Hochman Michal, Parmet Yisrael, Oron-Gilad Tal
Department of Industrial Engineering and Management, Ben-Gurion University of the Negev, Beersheba, Israel.
Front Psychol. 2020 Dec 3;11:585280. doi: 10.3389/fpsyg.2020.585280. eCollection 2020.
This study explored pedestrians' understanding of Fully Autonomous Vehicles (FAVs) intention to stop and what influences pedestrians' decision to cross the road over time, i.e., learnability. Twenty participants saw fixed simulated urban road crossing scenes with a single FAV on the road as if they were pedestrians intending to cross. Scenes differed from one another in the FAV's, distance from the crossing place, its physical size, and external Human-Machine Interfaces (e-HMI) message by background color (red/green), message type (status/advice), and presentation modality (text/symbol). Eye-tracking data and decision measurements were collected. Results revealed that pedestrians tend to look at the e-HMI before making their decision. However, they did not necessarily decide according to the e-HMIs' color or message type. Moreover, when they complied with the e-HMI proposition, they tended to hesitate before making the decision. Overall, a learning effect over time was observed in all conditions regardless of e- HMI features and crossing context. Findings suggest that pedestrians' decision making depends on a combination of the e-HMI implementation and the car distance. Moreover, since the learning curve exists in all conditions and has the same proportion, it is critical to design an interaction that would encourage higher probability of compatible decisions from the first phase. However, to extend all these findings, it is necessary to further examine dynamic situations.

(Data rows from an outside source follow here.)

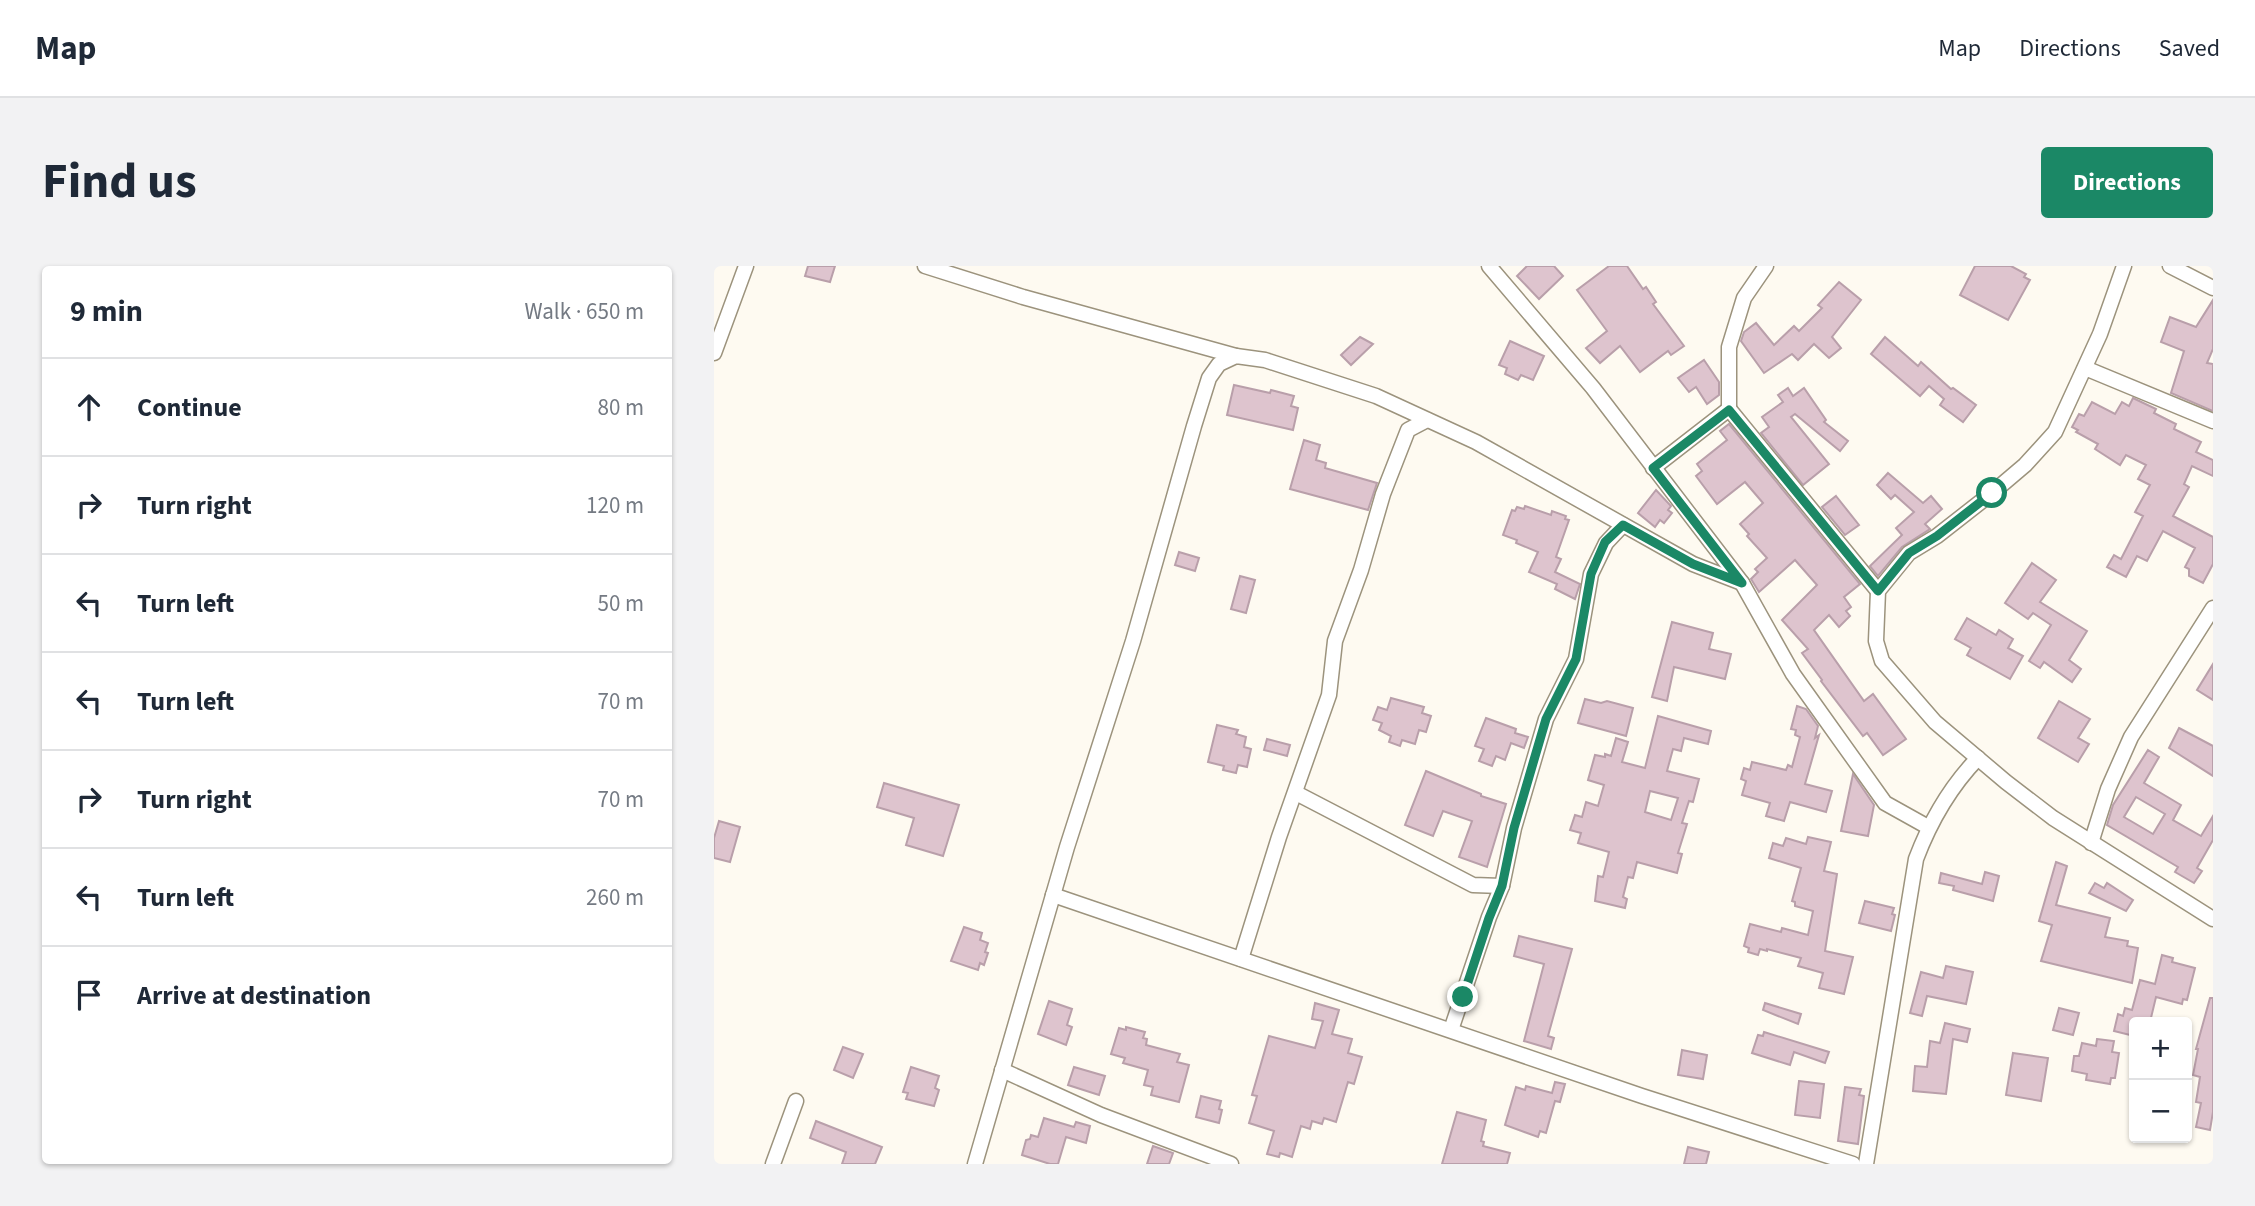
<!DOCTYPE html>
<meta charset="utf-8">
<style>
:root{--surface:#fff;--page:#f2f2f3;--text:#1f2937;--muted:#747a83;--line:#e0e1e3;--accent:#1b8866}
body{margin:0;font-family:"Source Sans 3",sans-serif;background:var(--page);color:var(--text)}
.controls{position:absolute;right:21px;bottom:21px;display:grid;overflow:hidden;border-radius:7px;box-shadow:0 2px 5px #0004}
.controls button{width:63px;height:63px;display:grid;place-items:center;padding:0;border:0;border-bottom:2px solid var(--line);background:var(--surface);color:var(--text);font:35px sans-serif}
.stop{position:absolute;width:21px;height:21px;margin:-16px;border:5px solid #1b8866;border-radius:50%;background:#fff}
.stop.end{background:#1b8866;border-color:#fff;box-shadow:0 2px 7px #0008}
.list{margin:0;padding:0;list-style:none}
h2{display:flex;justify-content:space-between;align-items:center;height:91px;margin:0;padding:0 28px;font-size:30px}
h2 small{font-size:23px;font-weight:400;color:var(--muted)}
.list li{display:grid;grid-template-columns:46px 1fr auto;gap:21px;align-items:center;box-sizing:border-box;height:98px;padding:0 28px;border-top:2px solid var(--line)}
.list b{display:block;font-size:26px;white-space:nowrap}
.list em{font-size:23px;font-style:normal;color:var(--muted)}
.icon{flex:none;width:38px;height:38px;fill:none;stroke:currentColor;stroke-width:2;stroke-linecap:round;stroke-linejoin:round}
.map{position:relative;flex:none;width:1499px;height:898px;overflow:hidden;border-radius:7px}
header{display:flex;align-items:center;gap:42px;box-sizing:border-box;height:98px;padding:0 35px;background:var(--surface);border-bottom:2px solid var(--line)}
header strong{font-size:33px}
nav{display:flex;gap:38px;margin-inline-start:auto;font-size:24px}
.intro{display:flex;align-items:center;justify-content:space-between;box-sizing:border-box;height:168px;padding:0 42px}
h1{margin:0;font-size:49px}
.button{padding:18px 32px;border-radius:7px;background:var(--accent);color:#fff;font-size:24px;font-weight:700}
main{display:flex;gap:42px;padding:0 42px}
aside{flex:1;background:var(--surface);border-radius:7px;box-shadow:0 2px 5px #0004}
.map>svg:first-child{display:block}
</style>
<header>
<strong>Map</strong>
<nav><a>Map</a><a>Directions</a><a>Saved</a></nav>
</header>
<div class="intro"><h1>Find us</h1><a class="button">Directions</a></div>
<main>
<aside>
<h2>9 min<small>Walk · 650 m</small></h2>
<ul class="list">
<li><svg class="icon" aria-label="ahead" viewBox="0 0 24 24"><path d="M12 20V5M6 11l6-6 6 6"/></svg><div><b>Continue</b></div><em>80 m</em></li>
<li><svg class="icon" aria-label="right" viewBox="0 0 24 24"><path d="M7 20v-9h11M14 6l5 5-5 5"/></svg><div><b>Turn right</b></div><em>120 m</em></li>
<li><svg class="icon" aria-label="left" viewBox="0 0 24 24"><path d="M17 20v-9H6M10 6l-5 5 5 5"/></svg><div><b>Turn left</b></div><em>50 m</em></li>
<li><svg class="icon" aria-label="left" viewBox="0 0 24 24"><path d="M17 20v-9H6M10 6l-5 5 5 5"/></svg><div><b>Turn left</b></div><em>70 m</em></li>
<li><svg class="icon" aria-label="right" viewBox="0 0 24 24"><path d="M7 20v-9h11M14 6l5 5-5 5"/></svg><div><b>Turn right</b></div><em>70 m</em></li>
<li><svg class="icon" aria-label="left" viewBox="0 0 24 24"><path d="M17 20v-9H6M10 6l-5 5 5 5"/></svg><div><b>Turn left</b></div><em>260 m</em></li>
<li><svg class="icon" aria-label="arrive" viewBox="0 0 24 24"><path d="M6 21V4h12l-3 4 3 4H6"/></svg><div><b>Arrive at destination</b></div></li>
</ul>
</aside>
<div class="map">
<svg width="1499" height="898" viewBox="0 0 1499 898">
<rect width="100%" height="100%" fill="#fefaf1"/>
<g fill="#dec4ce" stroke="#b99faa" stroke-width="2" fill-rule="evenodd">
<polygon points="94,0 121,0 116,16 91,10"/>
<polygon points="813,0 840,0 849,10 825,33 803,10"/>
<polygon points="895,0 913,0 929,23 932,21 942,36 939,38 970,80 957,89 954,85 926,106 906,80 886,97 872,82 893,65 863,24"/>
<polygon points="1261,0 1297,0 1312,8 1310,11 1316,14 1294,54 1246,29"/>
<polygon points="1125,16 1147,34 1118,71 1127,82 1115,92 1100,78 1084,94 1078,88 1050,107 1027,75 1030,66 1042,57 1060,79 1080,60 1085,65 1108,42 1104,39"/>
<polygon points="1499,34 1499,83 1493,97 1499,98 1499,145 1457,127 1470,85 1447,76 1456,51 1482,61"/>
<polygon points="646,71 659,78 637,99 627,89"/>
<polygon points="1171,71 1204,100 1207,96 1237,123 1239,122 1262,139 1249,156 1226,139 1230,133 1215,120 1206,130 1157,88"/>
<polygon points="796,75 830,90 819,114 807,109 804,114 791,108 793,102 785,99"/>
<polygon points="990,94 1005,116 1005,129 993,138 982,121 975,126 964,112"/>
<polygon points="520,119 556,127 557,124 580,130 577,140 584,142 579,164 513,149"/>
<polygon points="1074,122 1079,130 1090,122 1112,154 1110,156 1134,175 1126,185 1081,148 1077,151 1115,198 1089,219 1047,167 1055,161 1048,151 1069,136 1064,129"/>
<polygon points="1419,132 1442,143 1440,147 1462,158 1460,163 1487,176 1482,186 1499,194 1499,210 1478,200 1470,218 1475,221 1459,250 1499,271 1499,298 1489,317 1475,310 1475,303 1471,301 1481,282 1449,265 1433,295 1423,290 1412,311 1393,301 1400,289 1407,293 1429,250 1421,246 1436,219 1424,213 1432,199 1412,189 1406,199 1381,183 1384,178 1362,166 1364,164 1358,161 1365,148 1370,150 1378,136 1401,148 1408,136 1415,140"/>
<polygon points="1015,158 1146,318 1130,331 1137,341 1132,345 1136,350 1125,361 1115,349 1100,364 1150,435 1159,428 1192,473 1169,489 1153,467 1149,470 1107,415 1108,414 1088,387 1094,383 1068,354 1103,319 1081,294 1045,326 1037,313 1044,306 1041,303 1053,292 1033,270 1035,268 1026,258 1049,237 1031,216 1003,238 982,210 988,205 983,198 1013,174 1006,165"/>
<polygon points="590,174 606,179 602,194 612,197 611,202 663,217 654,244 576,223"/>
<polygon points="1174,207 1209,237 1217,230 1228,243 1211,258 1216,263 1188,281 1164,310 1156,300 1188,269 1182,262 1200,246 1181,229 1177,233 1163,219"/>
<polygon points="942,224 957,240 954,244 958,247 950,257 946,254 941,261 924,247"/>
<polygon points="1122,230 1145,259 1131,269 1108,241"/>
<polygon points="811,240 837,249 838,245 852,250 851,253 855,254 842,291 847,293 841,306 866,318 861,333 841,323 843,318 815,306 824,286 802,277 803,274 789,269 798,244 801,245 803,241 810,243"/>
<polygon points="465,286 485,292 481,305 461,299"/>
<polygon points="1318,297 1342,314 1326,336 1373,365 1355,394 1367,403 1358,416 1330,396 1326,402 1315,395 1337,359 1319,347 1314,353 1291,337"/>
<polygon points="526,310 541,314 532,347 517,343"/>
<polygon points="1253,352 1282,369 1285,364 1299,373 1294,382 1309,390 1296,413 1253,389 1257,382 1241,373"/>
<polygon points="958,356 999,367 995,383 1017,388 1011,413 960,401 953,435 938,431"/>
<polygon points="1499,398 1499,434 1483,424"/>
<polygon points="677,432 710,441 708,447 717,450 712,466 705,464 701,478 688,474 686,480 675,476 677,470 665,464 668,457 659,454 664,441 673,444"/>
<polygon points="871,433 887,437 893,435 919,442 912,470 864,457"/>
<polygon points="1345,435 1376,453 1364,472 1375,478 1364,496 1324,472"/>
<polygon points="1083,440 1092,443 1104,460 1101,472 1105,469 1091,518 1118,525 1112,546 1076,536 1070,555 1052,550 1056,537 1028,529 1032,515 1027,513 1030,502 1036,504 1038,496 1072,504 1074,499 1078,501 1086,471 1081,469 1082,464 1077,463"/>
<path d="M944,450L997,465L994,478L970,472L967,485L959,483L953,505L985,513L979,536L975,535L968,557L973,558L964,587L968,588L963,607L923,596L919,612L914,611L909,631L913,633L911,642L881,635L884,610L889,611L895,586L864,577L867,567L856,564L861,549L868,551L872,536L884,540L890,519L874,514L881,489L891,491V488L897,490L902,472L914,476L908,496L931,502ZM936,525L964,532L957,554L931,546Z"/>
<polygon points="772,452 802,463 801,467 814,471 810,482 797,477 791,494 782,490 778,500 765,495 770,483 761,480"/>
<polygon points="503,459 524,464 522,468 532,471 530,481 537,483 533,501 524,499 522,507 509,504 510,500 494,496"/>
<polygon points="1465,462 1499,480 1499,510 1455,482"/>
<polygon points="553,473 576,479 573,490 550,484"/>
<path d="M1434,484L1445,491L1430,517L1467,539L1459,554L1487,570L1499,550V574L1483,602L1488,605L1480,617L1461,606L1464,601L1393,559L1399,539ZM1422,531L1451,548L1439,568L1410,551Z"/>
<polygon points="712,505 767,528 767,530 792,538 773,601 745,591 758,555 729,545 719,570 691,559"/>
<polygon points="1139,508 1160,539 1154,570 1127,565"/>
<polygon points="170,517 245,539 229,590 192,579 200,552 163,541"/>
<polygon points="5,555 26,561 16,596 0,592 0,572"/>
<polygon points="1094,571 1117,576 1110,605 1123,608 1111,685 1139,691 1130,728 1105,722 1109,707 1084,700 1087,692 1053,683 1053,685 1046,683 1044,689 1034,686 1035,682 1030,680 1036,658 1067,666 1068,662 1094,669 1099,645 1081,640 1081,636 1078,635 1087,602 1055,592 1059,577 1069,580 1072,572 1092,578"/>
<polygon points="1342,596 1353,600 1342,639 1396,652 1391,671 1414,675 1413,680 1424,682 1418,717 1327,695 1338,659 1325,655"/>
<polygon points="1271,606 1285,610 1279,635 1239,624 1240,620 1225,617 1227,607 1268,618"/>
<polygon points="1381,617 1390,622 1393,617 1419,634 1412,645 1375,627"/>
<polygon points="1151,635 1180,642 1178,648 1181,649 1177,665 1145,657"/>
<polygon points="250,661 268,667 266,674 274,677 271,686 274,687 270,699 266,697 264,704 237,695"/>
<polygon points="805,670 858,683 834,770 840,772 837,783 810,775 830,698 800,690"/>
<polygon points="1448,689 1459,692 1458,696 1481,702 1473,734 1469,733 1468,738 1442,731 1436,756 1420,756 1420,770 1400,765 1404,748 1409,750 1411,742 1418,744 1426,714 1441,718"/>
<polygon points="1232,700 1259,706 1252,738 1213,730 1208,750 1196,747 1207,706 1229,712"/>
<polygon points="1496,732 1499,732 1499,846 1496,864 1482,861 1487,837 1482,836 1486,811 1479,809 1484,783 1482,783"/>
<polygon points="335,735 358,743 353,759 358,761 352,779 324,768"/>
<polygon points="601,737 625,744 618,768 638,773 634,787 648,791 640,818 634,816 622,856 610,852 608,858 598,855 596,863 587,860 578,891 566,887 565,891 553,888 560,865 535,857 543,830 538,829 555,770 601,782 609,755 598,753"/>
<polygon points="1051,737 1087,748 1084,758 1049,744"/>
<polygon points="1345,742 1365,747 1359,769 1339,764"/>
<polygon points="1231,757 1256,763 1253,776 1239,773 1232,828 1199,825 1201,800 1213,801 1216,775 1226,777"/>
<polygon points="412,761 431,766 429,772 433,773 432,779 466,788 463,796 475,799 465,836 437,829 439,821 430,819 434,804 409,797 411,792 397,788 405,762 412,764"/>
<polygon points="1050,766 1115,786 1111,797 1080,786 1076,799 1038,787 1044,769 1049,770"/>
<polygon points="1383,773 1400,775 1398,786 1405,787 1401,812 1397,812 1396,818 1372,814 1373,808 1358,805 1360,790 1365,790 1368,777 1382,780"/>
<polygon points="129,781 149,788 139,812 120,804"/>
<polygon points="968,784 993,789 989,813 964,809"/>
<polygon points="1299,787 1334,792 1327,835 1292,829"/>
<polygon points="197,801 225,810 221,822 225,824 220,840 192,833 194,827 189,826"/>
<polygon points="360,801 391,810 385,829 354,819"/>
<polygon points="1085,815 1110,818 1106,852 1081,849"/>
<polygon points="841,816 851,818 846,836 841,835 832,867 826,865 824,871 791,859 802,821 811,824 812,820 838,827"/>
<polygon points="1131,821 1147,823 1145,829 1150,830 1144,878 1124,875"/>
<polygon points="487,830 507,835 505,843 508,844 505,857 482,851"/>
<polygon points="743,846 772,854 767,875 770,876 769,880 796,887 793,898 728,898"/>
<polygon points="330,852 360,861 362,856 376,860 372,877 352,871 344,898 336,898 308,889 312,874 316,873 317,869 324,871"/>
<polygon points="102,855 168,881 161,898 128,898 132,886 96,872"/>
<polygon points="439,880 459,887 455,898 433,898"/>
<polygon points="974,881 995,886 992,898 970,898"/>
</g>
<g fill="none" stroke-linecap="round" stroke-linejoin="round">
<g stroke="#9c937d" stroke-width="17">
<g id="street">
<polyline points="211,0 309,31 522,90"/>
<polyline points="775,0 879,122 1028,317 1079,408 1171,537 1214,561"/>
<polyline points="1410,0 1386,68 1341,166 1311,199 1278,227 1223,270 1195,287 1164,325 1162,375 1168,395 1221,456 1292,516 1339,552 1499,653"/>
<polyline points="1456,0 1499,22"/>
<polyline points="0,87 32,0"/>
<polyline points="1371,102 1499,155"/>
<polyline points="1015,143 1015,81 1030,32 1052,0"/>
<polyline points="939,202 1015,143 1164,325"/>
<polyline points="582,527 759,619 788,620"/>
<polyline points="1377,577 1394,523 1417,471 1499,342"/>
<polyline points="339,629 928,830 1139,898"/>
<polyline points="527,693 565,571 615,429 621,375 647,304 669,228 694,164 713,154"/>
<polyline points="737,764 775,651 788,620 800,562 832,453 862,393 877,308 892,277 909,259"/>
<polyline points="288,804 387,849 517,898"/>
<polyline points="59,898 82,835"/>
<polyline points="261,898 353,581 419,375 480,160 495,112 505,98 522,90 551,94 662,130 762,176 979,298 1028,317"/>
<path d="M1152,898L1202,593C1216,556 1236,521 1264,492"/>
</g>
</g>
<use href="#street" stroke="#fff" stroke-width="14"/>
</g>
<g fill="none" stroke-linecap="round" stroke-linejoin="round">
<polyline stroke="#1b8866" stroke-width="9" points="749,731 775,652 788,620 800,562 832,453 862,393 877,308 891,276 909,259 979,298 1028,317 939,202 1015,144 1164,325 1195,287 1223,270 1278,227"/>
</g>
</svg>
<div class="controls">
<button>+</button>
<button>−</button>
</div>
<div class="stop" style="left:1278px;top:227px"></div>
<div class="stop end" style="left:749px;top:731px"></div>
</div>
</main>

本研究探讨了行人对全自动驾驶汽车(FAV)停车意图的理解,以及随着时间推移,哪些因素会影响行人过马路的决定,即学习能力。20名参与者观看了固定的模拟城市道路交叉场景,道路上有一辆FAV,就好像他们是打算过马路的行人。场景之间的差异在于FAV与交叉路口的距离、其物理尺寸以及通过背景颜色(红色/绿色)、消息类型(状态/建议)和呈现方式(文本/符号)的外部人机界面(e-HMI)消息。收集了眼动追踪数据和决策测量数据。结果显示,行人在做出决定之前倾向于查看e-HMI。然而,他们不一定根据e-HMI的颜色或消息类型来做决定。此外,当他们遵循e-HMI的提议时,往往会在做出决定前犹豫不决。总体而言,无论e-HMI特征和交叉路口情况如何,在所有条件下都观察到了随着时间推移的学习效应。研究结果表明,行人的决策取决于e-HMI的实施情况和汽车距离的综合因素。此外,由于在所有条件下都存在学习曲线且比例相同,因此设计一种能够在第一阶段鼓励更高概率做出兼容决策的交互方式至关重要。然而,为了扩展所有这些发现,有必要进一步研究动态情况。